Tu as joliment bien fait de me donner à copier et je vais joliment m’en lécher les barbes tout à l’heure et sans être dérangée, car il est peu probable que la mère Pierceau vienne de ce temps-ci [1]. D’ailleurs, il est déjà tard. J’ai donné permission à la Suzanne d’aller voir sa tante ce soir, je serai donc seule, tout à fait seule avec votre pensée et avec votre esprit.
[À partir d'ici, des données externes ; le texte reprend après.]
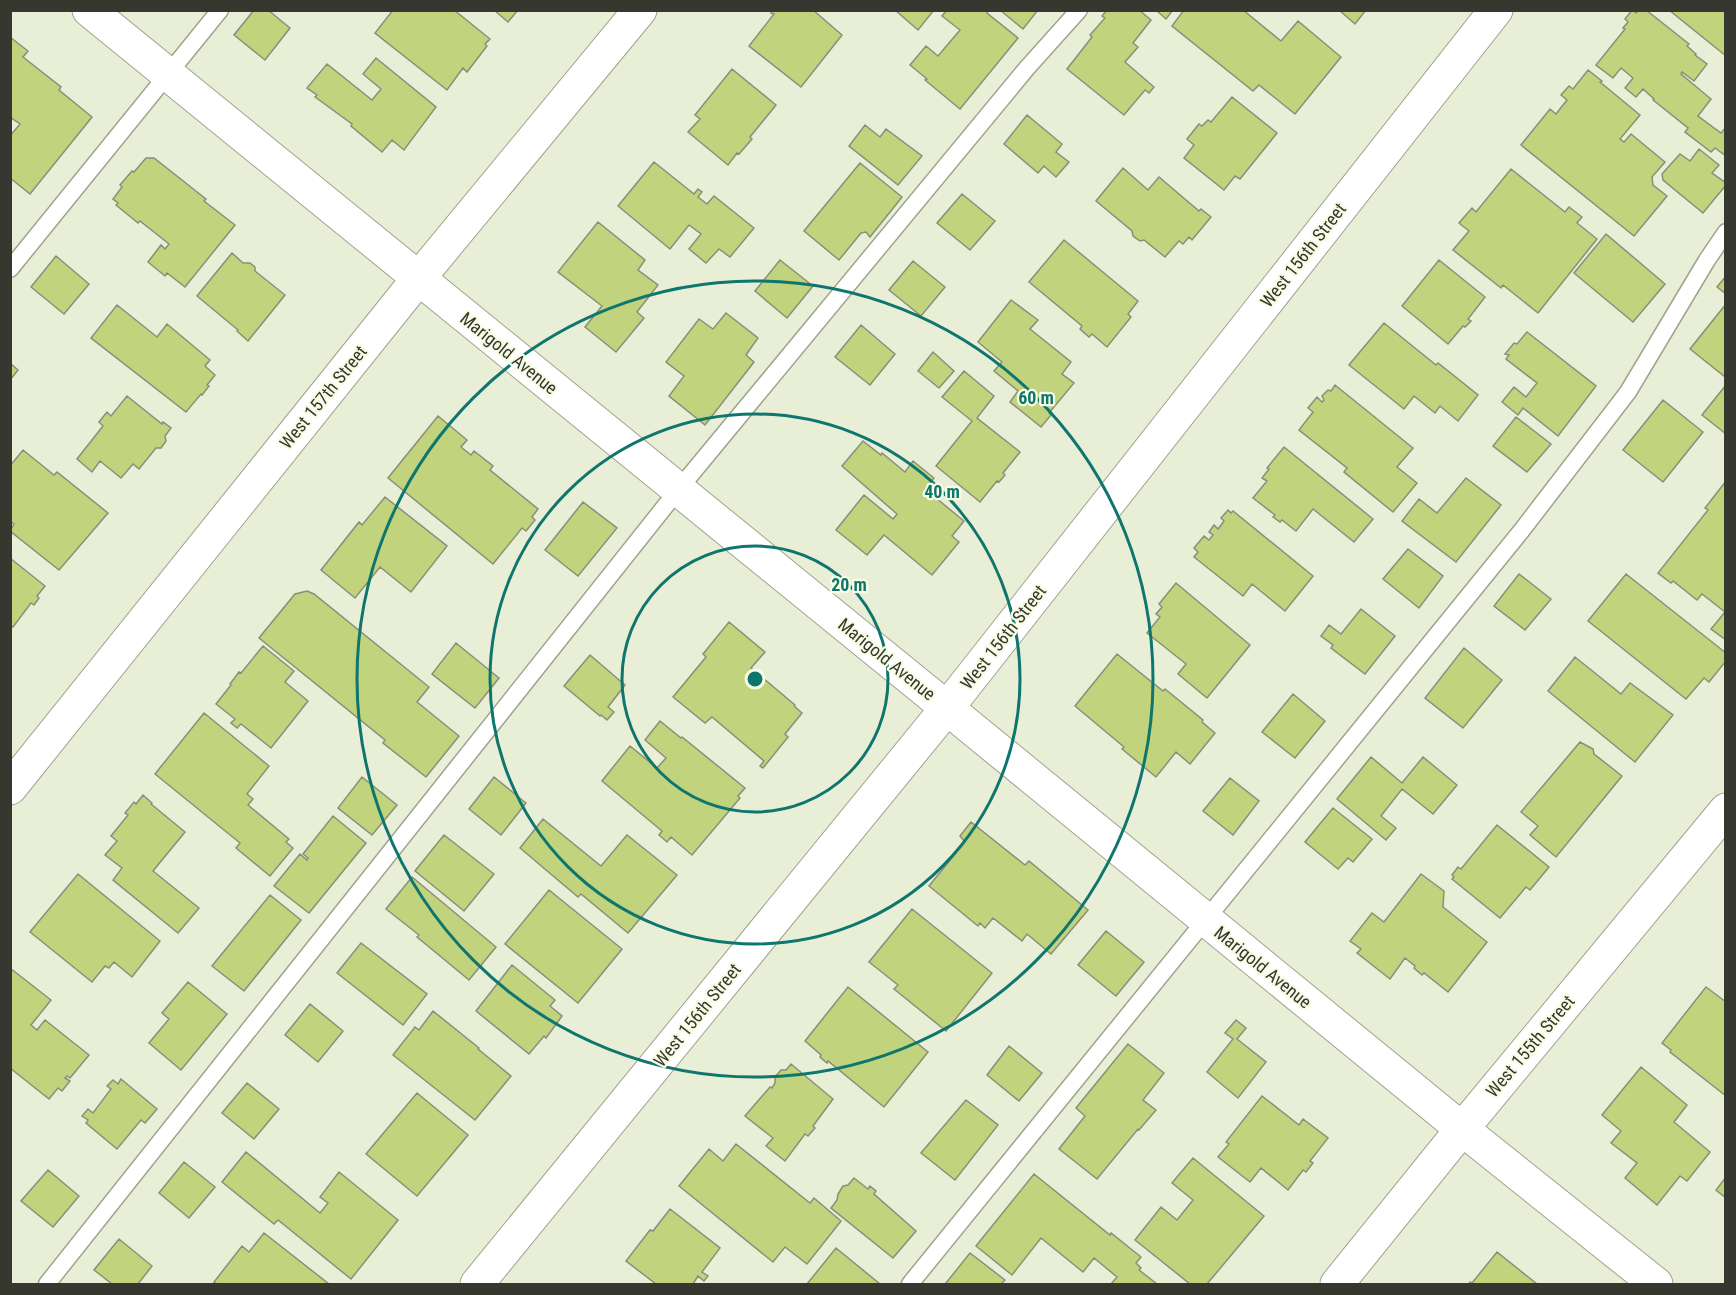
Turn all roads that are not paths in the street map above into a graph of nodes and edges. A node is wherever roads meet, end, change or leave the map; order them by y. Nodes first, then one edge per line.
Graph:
1 (89, 10) edge
2 (220, 10) edge
3 (640, 10) edge
4 (1079, 10) edge
5 (1496, 10) edge
6 (168, 75) junction
7 (1725, 232) edge
8 (10, 269) edge
9 (418, 279) junction
10 (678, 490) junction
11 (947, 708) junction
12 (10, 788) edge
13 (1725, 810) edge
14 (1206, 921) junction
15 (1462, 1129) junction
16 (47, 1284) edge
17 (477, 1284) edge
18 (910, 1284) edge
19 (1337, 1284) edge
20 (1656, 1284) edge

1 - 6 street, Marigold Avenue
2 - 6 lane
3 - 9 street, West 157th Street
4 - 10 lane
5 - 11 street, West 156th Street
6 - 8 lane
6 - 9 street, Marigold Avenue
7 - 14 lane
9 - 10 street, Marigold Avenue
9 - 12 street, West 157th Street
10 - 11 street, Marigold Avenue
10 - 16 lane
11 - 14 street, Marigold Avenue
11 - 17 street, West 156th Street
13 - 15 street, West 155th Street
14 - 15 street, Marigold Avenue
14 - 18 lane
15 - 19 street, West 155th Street
15 - 20 street, Marigold Avenue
Ça n’est déjà pas si bête et j’ai presquea envie de vous pardonner si vous êtes à Saint-Prix et de vous désirer du soleil, à la condition que vous reviendrez demain matin de bonne heure [2]. Vous savez que vous me devez toujours ma sortie car, vieux filou que vous êtes, vous saviez très bien à l’avance que je ne pouvais pas profiter de votre offre ce matin. Essayezb s’il ne pleut pas demain et si vous êtes à Paris de me la faire, cette même proposition, et vous verrez avec quelle furie je l’accepterai. Mais il est plus que probable que vous ne vous y frotterez pas. Taisez-vous, vieux tartuffe de MŒURS, taisez-vous. On sait vos allures mais aussi, une fois vos livres parus [3], je serai sans pitié et il faudra que vous me fassiez sortir nuit et jour tous les jours et toutes les nuits et quelquefois plus encore.
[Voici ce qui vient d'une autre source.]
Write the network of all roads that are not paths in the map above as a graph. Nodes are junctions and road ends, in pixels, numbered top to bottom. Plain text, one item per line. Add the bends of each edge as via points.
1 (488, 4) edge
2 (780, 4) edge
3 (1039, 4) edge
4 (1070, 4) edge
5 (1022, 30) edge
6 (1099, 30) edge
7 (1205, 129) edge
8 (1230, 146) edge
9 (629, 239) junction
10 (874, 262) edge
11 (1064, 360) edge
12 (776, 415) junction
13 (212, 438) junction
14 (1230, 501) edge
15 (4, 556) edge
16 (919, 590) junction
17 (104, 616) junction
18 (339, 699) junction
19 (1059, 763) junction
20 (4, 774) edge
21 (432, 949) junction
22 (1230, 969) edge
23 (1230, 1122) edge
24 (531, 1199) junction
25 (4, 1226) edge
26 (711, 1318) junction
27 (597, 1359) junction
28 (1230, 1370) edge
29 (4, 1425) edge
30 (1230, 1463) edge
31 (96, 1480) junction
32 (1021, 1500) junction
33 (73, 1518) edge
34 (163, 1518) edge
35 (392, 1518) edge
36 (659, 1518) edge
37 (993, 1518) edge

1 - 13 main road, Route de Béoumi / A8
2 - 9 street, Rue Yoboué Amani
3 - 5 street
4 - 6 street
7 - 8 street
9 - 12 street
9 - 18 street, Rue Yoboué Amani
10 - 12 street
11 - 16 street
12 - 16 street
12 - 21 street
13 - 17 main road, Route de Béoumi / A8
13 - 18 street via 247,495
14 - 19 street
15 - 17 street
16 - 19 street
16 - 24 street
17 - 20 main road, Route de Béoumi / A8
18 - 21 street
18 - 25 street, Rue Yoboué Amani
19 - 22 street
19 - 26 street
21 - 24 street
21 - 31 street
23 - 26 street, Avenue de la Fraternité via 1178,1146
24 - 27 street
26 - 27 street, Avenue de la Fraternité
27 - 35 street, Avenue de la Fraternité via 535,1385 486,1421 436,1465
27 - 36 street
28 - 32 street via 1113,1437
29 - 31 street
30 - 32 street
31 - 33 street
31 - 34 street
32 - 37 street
En attendant, j’ai la tête comme une pomme cuite et je ronge mon frein en MURMURANT bis [4]. Vous savez que je vous aime et je voudrais vous voir tout de suite.
Juliette
BnF, Mss, NAF 16347, f. 21-22
Transcription de Gwenaëlle Sifferlen assistée de Florence Naugrette
a) « presqu’ ».
b) « Esseyez ».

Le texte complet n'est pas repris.